В г-же де Фонтенэ мгновениями поднималось беспокойство.
— В деревню! на волю! — вздыхала она. — Мне хочется голубой воды — голубой даже в стакане…
Филиппу она казалась нервной и слабой.
Однажды, обедая вдвоем в каком-то погребке Латинского квартала, они стояли у окна и забавлялись тем, что похожи сейчас на городских бедняков, у которых только и места, что это окно, открытое на улицу. Вдруг они услышали какой-то дальний гул. Он приближался к ним по бульварам, вырастал в волну.
Это была толпа молодежи — студенты, устраивающие демонстрацию какому-то профессору. При свете фонаря Филипп узнал некоторых из них, виденных им на лекциях. Он показал их Сабине. Она зажала в руке руку Филиппа и, перевесившись через подоконник, жадно смотрела в сумерки. Вся ее ненасытная душа смеялась в эту минуту в ее сверкающем оскале. Филипп почувствовал ее лихорадку, задумался.
— Что же вам нужно, — вам, чтобы вы были счастливы? — в голосе его прозвучал упрек.
Она подняла на него свои горячие, детские глаза, прислонилась головой к его плечу и ответила:
— Ваша любовь.
Потом, выбрасывая наружу свою голую, слабую, властную руку, добавила:
— И возможность любви всех других… Временами она была мрачной и рассеянной. В другие разы она впивалась в Филиппа всеми своими десятью отчаянными ногтями.

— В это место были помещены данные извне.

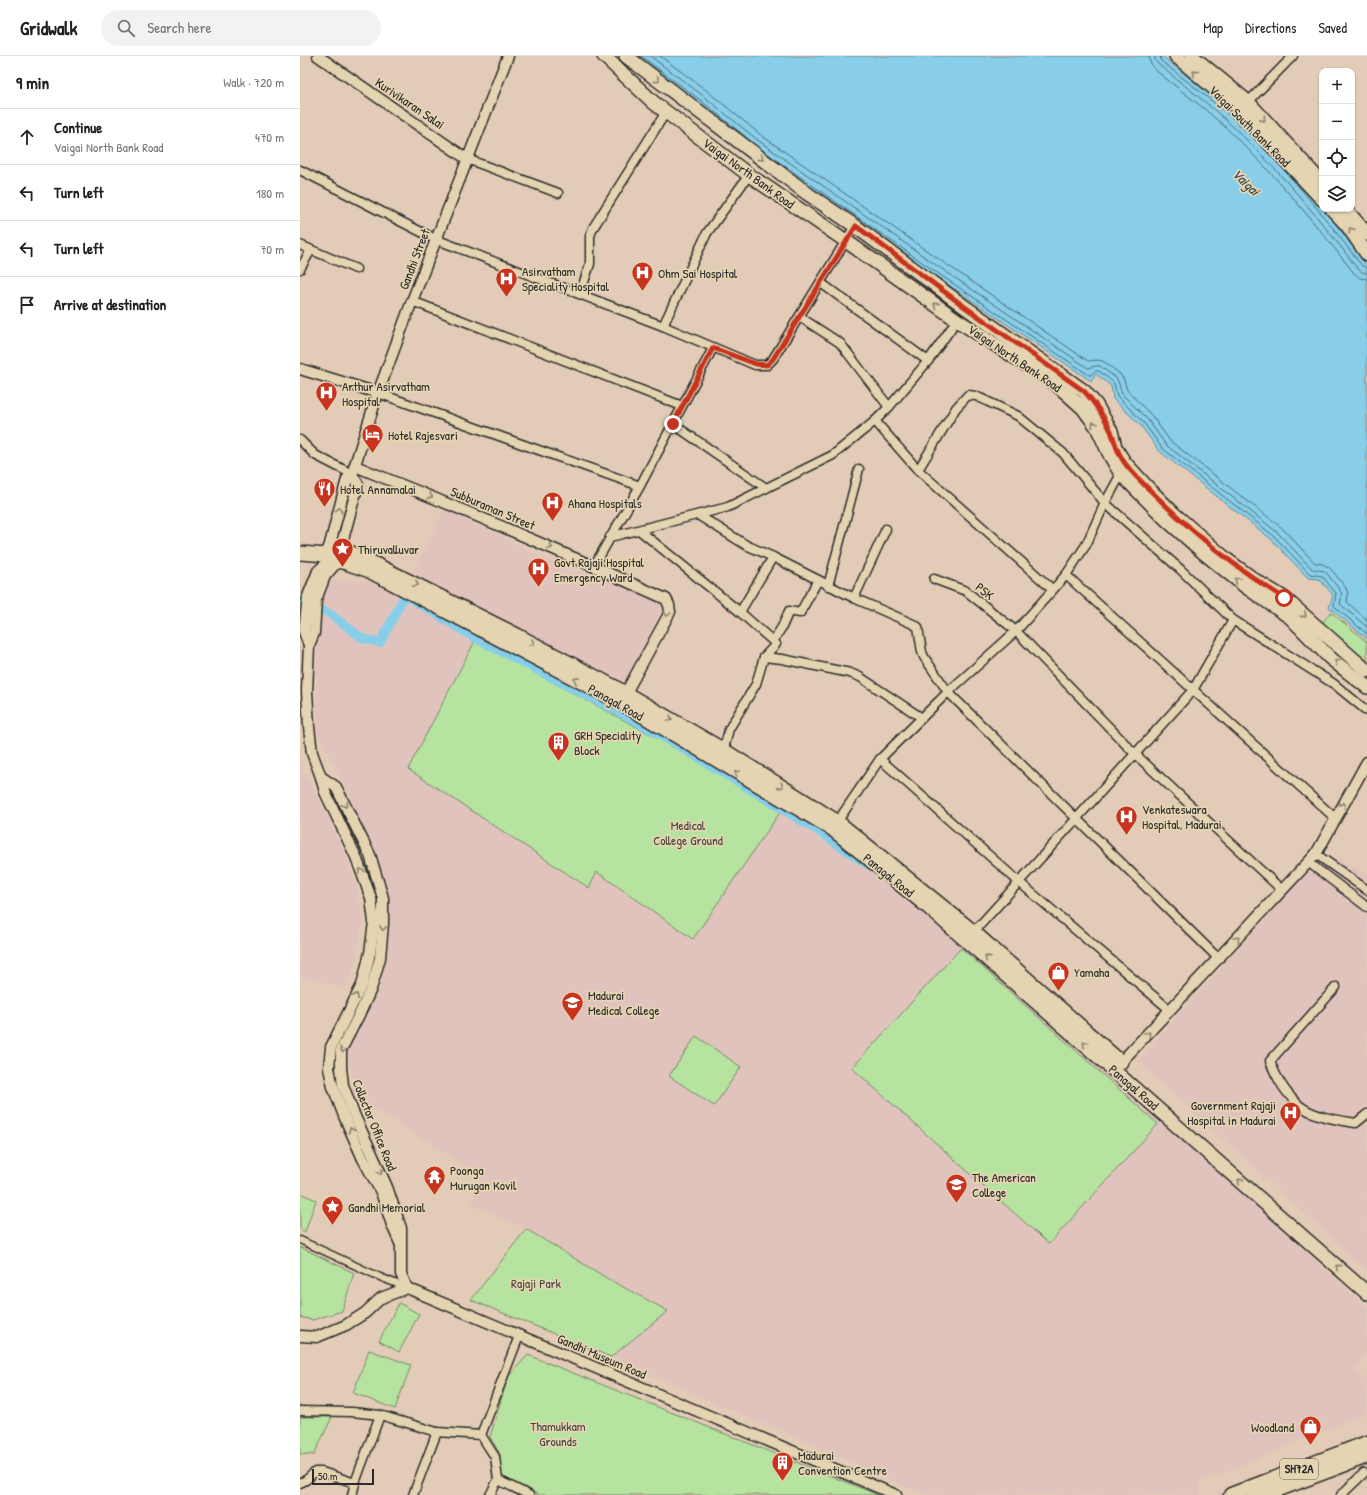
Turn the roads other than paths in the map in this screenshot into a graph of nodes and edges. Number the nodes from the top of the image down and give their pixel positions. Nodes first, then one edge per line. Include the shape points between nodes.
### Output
1 (318, 56) edge
2 (508, 56) edge
3 (604, 56) edge
4 (626, 56) edge
5 (1176, 56) edge
6 (1192, 56) edge
7 (1293, 56) edge
8 (1248, 102) junction
9 (666, 112) junction
10 (467, 159) junction
11 (300, 170) edge
12 (749, 175) junction
13 (1319, 180) edge
14 (558, 193) dead end
15 (1319, 196) edge
16 (1335, 212) edge
17 (1349, 212) edge
18 (856, 226) junction
19 (1365, 226) edge
20 (436, 239) junction
21 (846, 241) junction
22 (300, 245) edge
23 (311, 250) junction
24 (1367, 254) edge
25 (300, 269) edge
26 (356, 269) dead end
27 (821, 283) junction
28 (580, 294) junction
29 (412, 301) junction
30 (800, 317) junction
31 (957, 320) junction
32 (663, 326) junction
33 (713, 348) junction
34 (928, 361) junction
35 (300, 369) edge
36 (378, 393) junction
37 (682, 406) junction
38 (889, 407) junction
39 (875, 421) junction
40 (673, 424) junction
41 (300, 440) edge
42 (859, 469) dead end
43 (354, 470) junction
44 (918, 470) junction
45 (1121, 474) junction
46 (640, 486) junction
47 (766, 488) junction
48 (1105, 503) junction
49 (698, 515) junction
50 (886, 529) dead end
51 (639, 530) junction
52 (610, 537) junction
53 (300, 553) edge
54 (335, 555) junction
55 (773, 557) junction
56 (594, 566) junction
57 (1066, 575) junction
58 (934, 579) dead end
59 (818, 580) junction
60 (828, 586) junction
61 (1052, 588) junction
62 (312, 598) junction
63 (854, 598) junction
64 (740, 612) junction
65 (1233, 620) junction
66 (1016, 631) junction
67 (773, 641) junction
68 (309, 645) junction
69 (764, 657) junction
70 (1367, 671) edge
71 (1367, 687) edge
72 (303, 690) edge
73 (1193, 690) junction
74 (948, 692) junction
75 (623, 698) junction
76 (1367, 711) edge
77 (922, 718) junction
78 (723, 750) junction
79 (1135, 754) junction
80 (880, 759) junction
81 (1367, 762) edge
82 (720, 763) junction
83 (1077, 818) junction
84 (1336, 818) junction
85 (835, 826) junction
86 (1316, 854) junction
87 (1308, 862) junction
88 (1019, 882) junction
89 (1282, 890) junction
90 (1367, 890) edge
91 (1367, 908) edge
92 (970, 936) junction
93 (1218, 958) junction
94 (1336, 987) dead end
95 (1170, 1010) junction
96 (1121, 1062) joint
97 (1367, 1114) edge
98 (300, 1240) edge
99 (407, 1288) junction
100 (1367, 1293) edge
101 (300, 1336) edge
102 (520, 1336) junction
103 (300, 1411) edge
104 (380, 1415) junction
105 (437, 1432) junction
106 (481, 1435) junction
107 (1367, 1443) edge
108 (1365, 1463) edge
109 (498, 1480) junction
110 (300, 1483) edge
111 (355, 1483) junction
112 (352, 1495) edge
113 (413, 1495) edge
114 (490, 1495) edge
115 (529, 1495) edge
116 (896, 1495) edge
117 (1231, 1495) edge
118 (1251, 1495) edge
119 (1263, 1495) edge
120 (1341, 1495) edge

1 - 10 street, Kurivikaran Salai
2 - 10 street, Gandhi Street
3 - 9 main road, Vaigai North Bank Road
4 -> 18 main road, Vaigai North Bank Road via 808,194
15 -> 5 main road, Vaigai South Bank Road via 1235,106
6 - 8 main road, Vaigai South Bank Road
7 - 8 street
8 -> 13 main road, Vaigai South Bank Road
9 - 12 main road, Vaigai North Bank Road
9 - 28 street via 593,228 590,236 590,264
10 - 14 street
10 - 20 street, Gandhi Street
11 - 20 street
12 - 21 main road, Vaigai North Bank Road
12 - 32 street via 707,233
24 -> 16 main road
17 - 19 main road
18 - 21 street
18 -> 70 main road, Vaigai North Bank Road via 1084,391 1096,405 1111,431 1124,462 1174,514 1227,560 1284,598
20 - 28 street
20 - 29 street, Gandhi Street
21 - 27 street
31 -> 21 main road, Vaigai North Bank Road
22 - 23 street
23 - 25 street
23 - 26 street
27 - 30 street
27 - 34 street
28 - 32 street
29 - 36 street, Gandhi Street
29 - 37 street
30 - 33 street via 767,365 756,364
30 - 38 street via 840,343
31 - 34 street
45 -> 31 main road, Vaigai North Bank Road via 1097,427 1083,408 1055,383
32 - 33 street
33 - 37 street
34 - 38 street
35 - 36 street
36 - 43 street, Gandhi Street
36 - 46 street
37 - 40 street
38 - 39 street
39 - 44 street
39 - 47 street via 833,455
40 - 46 street
40 - 47 street
41 - 43 street via 315,455
42 - 60 street
43 - 54 street, Gandhi Street via 347,479
43 -> 56 street, Subburaman Street via 446,502
44 - 48 street via 956,408 968,395 976,396 1018,416 1063,453
44 - 61 street
45 - 48 street
71 -> 45 main road, Vaigai North Bank Road via 1330,658 1292,618 1246,587 1204,553
46 - 52 street
47 - 49 street via 728,507
48 - 57 street via 1086,545
48 - 65 street
49 - 51 street
49 - 55 street via 746,546
50 - 63 street
51 - 52 street
51 - 64 street
52 - 56 street
53 - 54 main road, Panagal Road
54 - 62 street, Collector Office Road
54 - 75 main road, Panagal Road
55 - 59 street
55 - 64 street
56 -> 75 street, Subburaman Street via 666,599 669,605 670,612
57 - 61 street
57 - 73 street
58 - 66 street, PSK via 966,591
59 - 60 street
59 - 67 street via 800,613 789,610
60 - 63 street
61 - 66 street
62 - 68 street, Collector Office Road via 316,614 314,633
62 - 68 street, Collector Office Road via 306,610 304,632
63 - 74 street via 918,627 922,652
64 - 67 street
65 - 73 street
65 - 76 street via 1334,684
66 - 74 street
66 - 79 street, PSK
67 - 69 street via 776,644
68 - 72 street, Collector Office Road
69 - 77 street via 850,673
69 - 78 street via 756,684 729,729
72 - 99 street, Collector Office Road via 312,753 325,792 356,857 371,898 374,922 362,985 330,1047 329,1068 344,1116 381,1192 400,1242 401,1274
73 - 79 street
73 - 84 street
74 - 77 street
74 - 83 street
75 -> 78 main road, Panagal Road
75 - 82 main road, Panagal Road
77 - 80 street
78 - 82 street
78 -> 85 main road, Panagal Road
79 - 83 street
79 - 89 street, PSK
80 - 85 street
80 - 88 street
84 -> 81 street
85 -> 82 main road, Panagal Road
83 - 88 street
83 - 93 street
84 - 86 street
85 - 92 main road, Panagal Road via 929,908
86 - 87 street
86 - 90 street
87 - 89 street
87 - 91 street
88 - 92 street
88 - 95 street
93 -> 89 street
92 - 96 main road, Panagal Road
100 -> 92 main road, Panagal Road
93 - 95 street
94 - 97 street via 1270,1061 1276,1076 1300,1105 1313,1112 1356,1123
96 -> 95 street
98 - 99 street, Gandhi Museum Road
99 - 101 street via 381,1298 365,1313 346,1325 317,1337
99 - 102 street, Gandhi Museum Road
102 - 106 street
102 - 116 street, Gandhi Museum Road
103 - 104 street
104 - 105 street
104 - 111 street
105 - 106 street
105 - 113 street
106 - 109 street via 495,1457
107 - 117 highway, SH72A
108 - 118 street
108 - 119 highway, SH72A
108 - 120 street
109 - 114 street
109 - 115 street
110 - 111 street via 315,1472 322,1472
111 - 112 street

— Где, — восклицала она, хватаясь за голову, как перед страшным несчастьем, — где, в каком слое воздуха я поймаю, наконец, очаровательное очертание некоторых твоих слов?
Настал август.
Сабине казалось, что она сейчас в Париже, как англичане — в Женеве. Это ее забавляло.
Филипп приходил к ней, она — к нему, на улицу Турнон. Это было ее любимое место встречи. Они были свободны.
— Видите, — сказала ему однажды Сабина; нежный вечерний ветер вносил в открытое окно желтые, мертвые от жары листочки маленького сада. — Видите, как хорошо, что вы не уехали. Что бы со мной было теперь без вас?
Их руки бессильно лежали одна на другой.
— Не говори об этом, — сказал Филипп, — я преступник, преступник и сумасшедший.
— Почему? — перебила Сабина. — Вы им там не нужны, а здесь вы работаете, здесь вы со мной — мой; и я ваша, — добавила она с прекрасной улыбкой, где сказывалась вся ее любовная уверенность.
— Друг мой, — ответил он без улыбки, — если бы вы знали, как я уже давно должен был уехать, до чего я чувствую себя виноватым, до чего вы меня сделали слабым, бессовестным, презренным в собственных глазах! Каждый день приходят письма с просьбой приехать, такие кроткие, что мне больно.
— Почему же вы тогда не уехали, не едете?
— Я жду, — вздохнул он, — чтобы ты мне сама сказала. Мне лучше умереть, лучше видеть других несчастными, чем причинить тебе зло. Хотя ты и сильней почти всех женщин, хотя ни у кого на свете нет такого смеха, ты слишком много говорила мне о своей усталости, о своих огорчениях. Ты сделала меня страшным трусом, я всего за тебя боюсь. Скажи мне, что согласна отпустить меня на немножко туда, к ним, — только посмотреть, как они живут, — на совсем немножко, на один только месяц, причем я тебе каждый день буду писать… Скажи мне, я поеду.